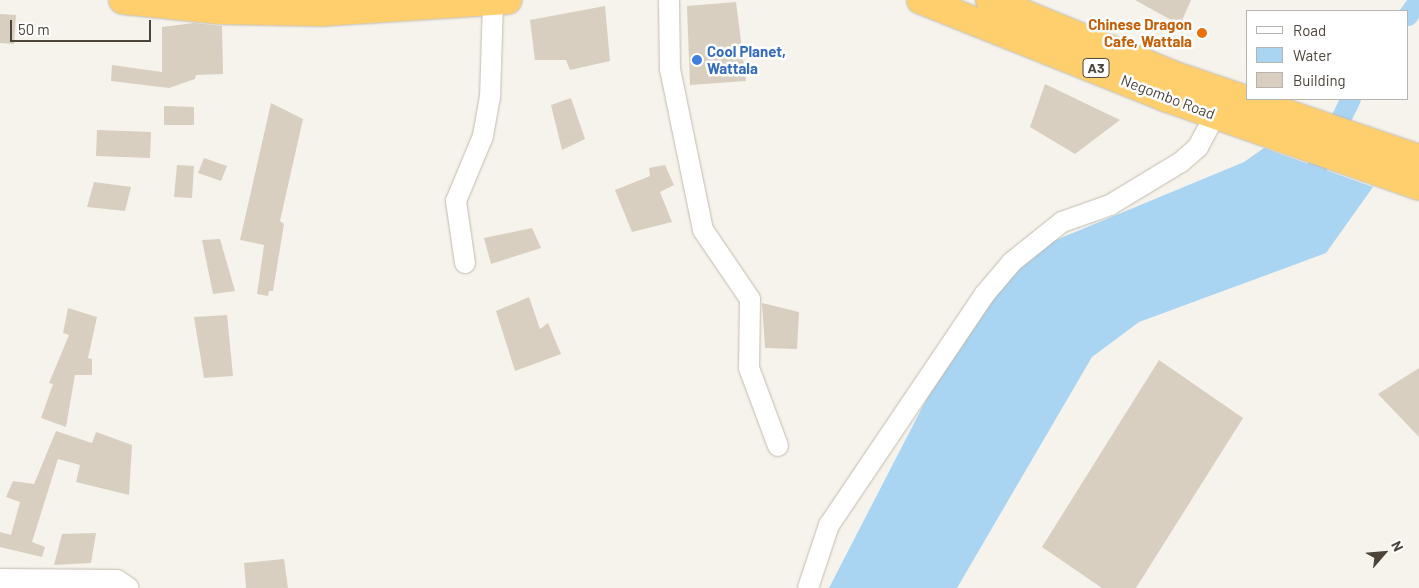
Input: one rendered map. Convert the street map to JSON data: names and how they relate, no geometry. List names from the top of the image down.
{
  "streets": {
    "highway": ["A3", "Negombo Road"]
  },
  "places": ["Chinese Dragon Cafe, Wattala", "Cool Planet, Wattala"],
  "legend": ["Road", "Water", "Building"],
  "scale_bar": "50 m",
  "north": "top right"
}
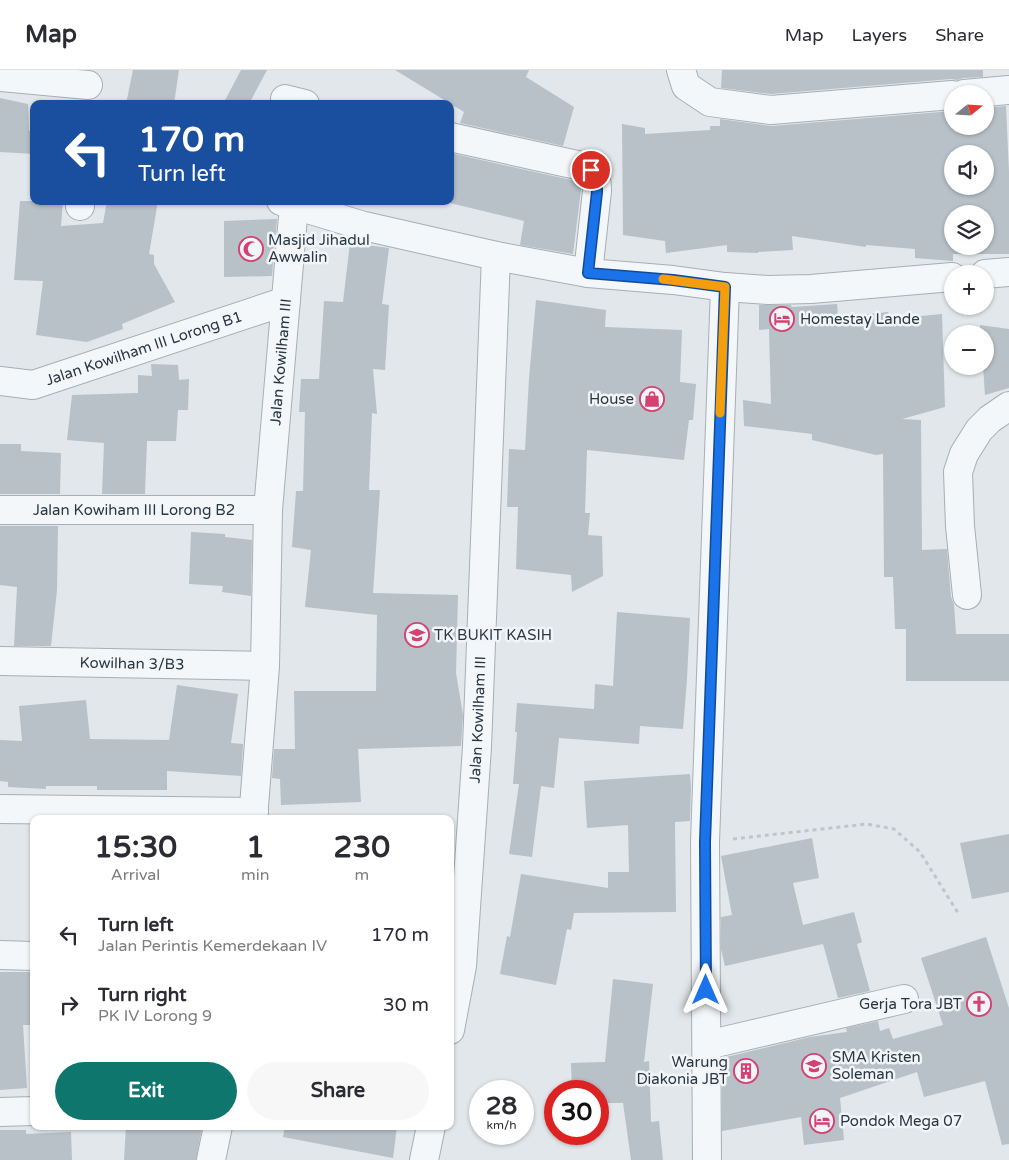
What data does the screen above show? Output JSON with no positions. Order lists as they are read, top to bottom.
{
  "streets": {
    "street": [
      "Jalan Kowilham III Lorong B1",
      "Jalan Kowilham III",
      "Jalan Kowiham III Lorong B2",
      "Kowilhan 3/B3"
    ]
  },
  "crossings": [
    ["Jalan Kowilham III Lorong B1", "Jalan Kowilham III"],
    ["Jalan Kowilham III", "Jalan Kowiham III Lorong B2"],
    ["Jalan Kowilham III", "Kowilhan 3/B3"]
  ],
  "places": {
    "mosque": ["Masjid Jihadul Awwalin"],
    "hotel": ["Homestay Lande", "Pondok Mega 07"],
    "shop": ["House"],
    "school or university": ["TK BUKIT KASIH", "SMA Kristen Soleman"],
    "church": ["Gerja Tora JBT"],
    "building": ["Warung Diakonia JBT"]
  },
  "north": "right",
  "page": {
    "header": "Map",
    "nav": ["Map", "Layers", "Share"],
    "map_buttons": ["+", "−"],
    "turn": ["170 m", "Turn left"],
    "eta": [
      "15:30",
      "Arrival",
      "1",
      "min",
      "230",
      "m"
    ],
    "list": [
      {
        "name": "Turn left",
        "note": "Jalan Perintis Kemerdekaan IV",
        "value": "170 m"
      },
      {
        "name": "Turn right",
        "note": "PK IV Lorong 9",
        "value": "30 m"
      }
    ],
    "buttons": ["Exit", "Share"],
    "speed": "28 km/h",
    "limit": "30"
  }
}
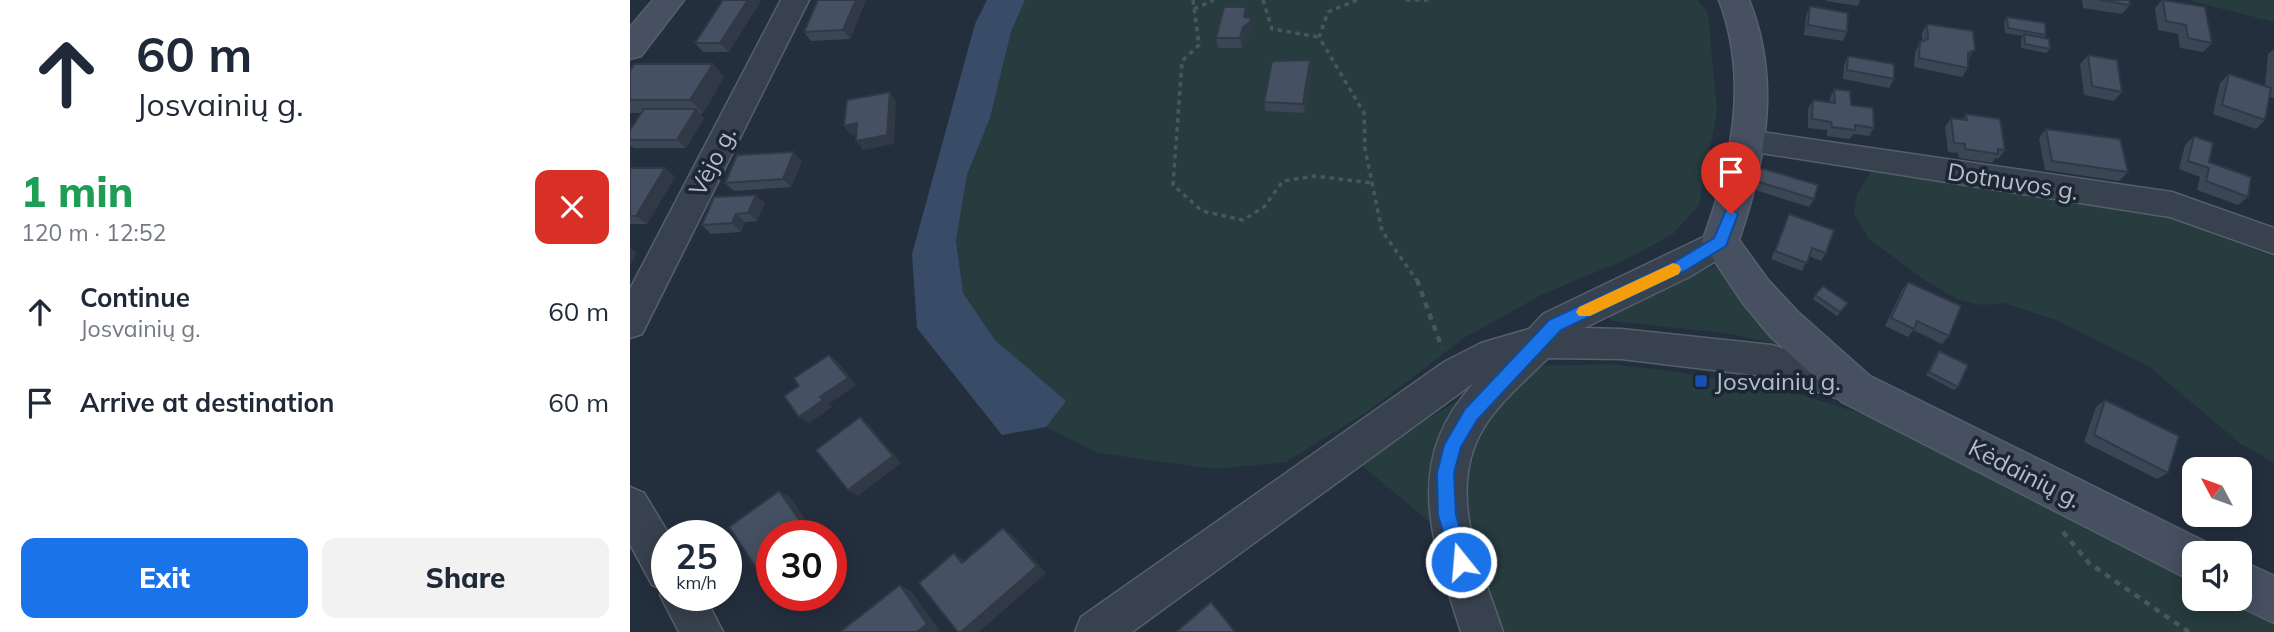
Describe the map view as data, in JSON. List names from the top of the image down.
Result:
{
  "streets": {
    "main road": ["Kėdainių g."],
    "street": ["Vėjo g.", "Dotnuvos g."]
  },
  "places": {
    "transit": ["Josvainių g."]
  },
  "north": "top left",
  "page": {
    "turn": ["60 m", "Josvainių g."],
    "heading": ["1 min", "120 m · 12:52"],
    "list": [
      {
        "name": "Continue",
        "note": "Josvainių g.",
        "value": "60 m"
      },
      {
        "name": "Arrive at destination",
        "value": "60 m"
      }
    ],
    "speed": "25 km/h",
    "limit": "30",
    "buttons": ["Exit", "Share"]
  }
}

> _Task to complete_
Repeat the data above exactly; images are not part of the copy.

> _Exercise solution_
Input: one rendered map. Convert the street map to JSON data: names and how they relate, no geometry. List names from the top of the image down.
{
  "streets": {
    "highway": ["A3", "Negombo Road"]
  },
  "places": ["Chinese Dragon Cafe, Wattala", "Cool Planet, Wattala"],
  "legend": ["Road", "Water", "Building"],
  "scale_bar": "50 m",
  "north": "top right"
}
What data does the screen above show? Output JSON with no positions. Order lists as they are read, top to bottom.
{
  "streets": {
    "street": [
      "Jalan Kowilham III Lorong B1",
      "Jalan Kowilham III",
      "Jalan Kowiham III Lorong B2",
      "Kowilhan 3/B3"
    ]
  },
  "crossings": [
    ["Jalan Kowilham III Lorong B1", "Jalan Kowilham III"],
    ["Jalan Kowilham III", "Jalan Kowiham III Lorong B2"],
    ["Jalan Kowilham III", "Kowilhan 3/B3"]
  ],
  "places": {
    "mosque": ["Masjid Jihadul Awwalin"],
    "hotel": ["Homestay Lande", "Pondok Mega 07"],
    "shop": ["House"],
    "school or university": ["TK BUKIT KASIH", "SMA Kristen Soleman"],
    "church": ["Gerja Tora JBT"],
    "building": ["Warung Diakonia JBT"]
  },
  "north": "right",
  "page": {
    "header": "Map",
    "nav": ["Map", "Layers", "Share"],
    "map_buttons": ["+", "−"],
    "turn": ["170 m", "Turn left"],
    "eta": [
      "15:30",
      "Arrival",
      "1",
      "min",
      "230",
      "m"
    ],
    "list": [
      {
        "name": "Turn left",
        "note": "Jalan Perintis Kemerdekaan IV",
        "value": "170 m"
      },
      {
        "name": "Turn right",
        "note": "PK IV Lorong 9",
        "value": "30 m"
      }
    ],
    "buttons": ["Exit", "Share"],
    "speed": "28 km/h",
    "limit": "30"
  }
}
Describe the map view as data, in JSON. List names from the top of the image down.
Result:
{
  "streets": {
    "main road": ["Kėdainių g."],
    "street": ["Vėjo g.", "Dotnuvos g."]
  },
  "places": {
    "transit": ["Josvainių g."]
  },
  "north": "top left",
  "page": {
    "turn": ["60 m", "Josvainių g."],
    "heading": ["1 min", "120 m · 12:52"],
    "list": [
      {
        "name": "Continue",
        "note": "Josvainių g.",
        "value": "60 m"
      },
      {
        "name": "Arrive at destination",
        "value": "60 m"
      }
    ],
    "speed": "25 km/h",
    "limit": "30",
    "buttons": ["Exit", "Share"]
  }
}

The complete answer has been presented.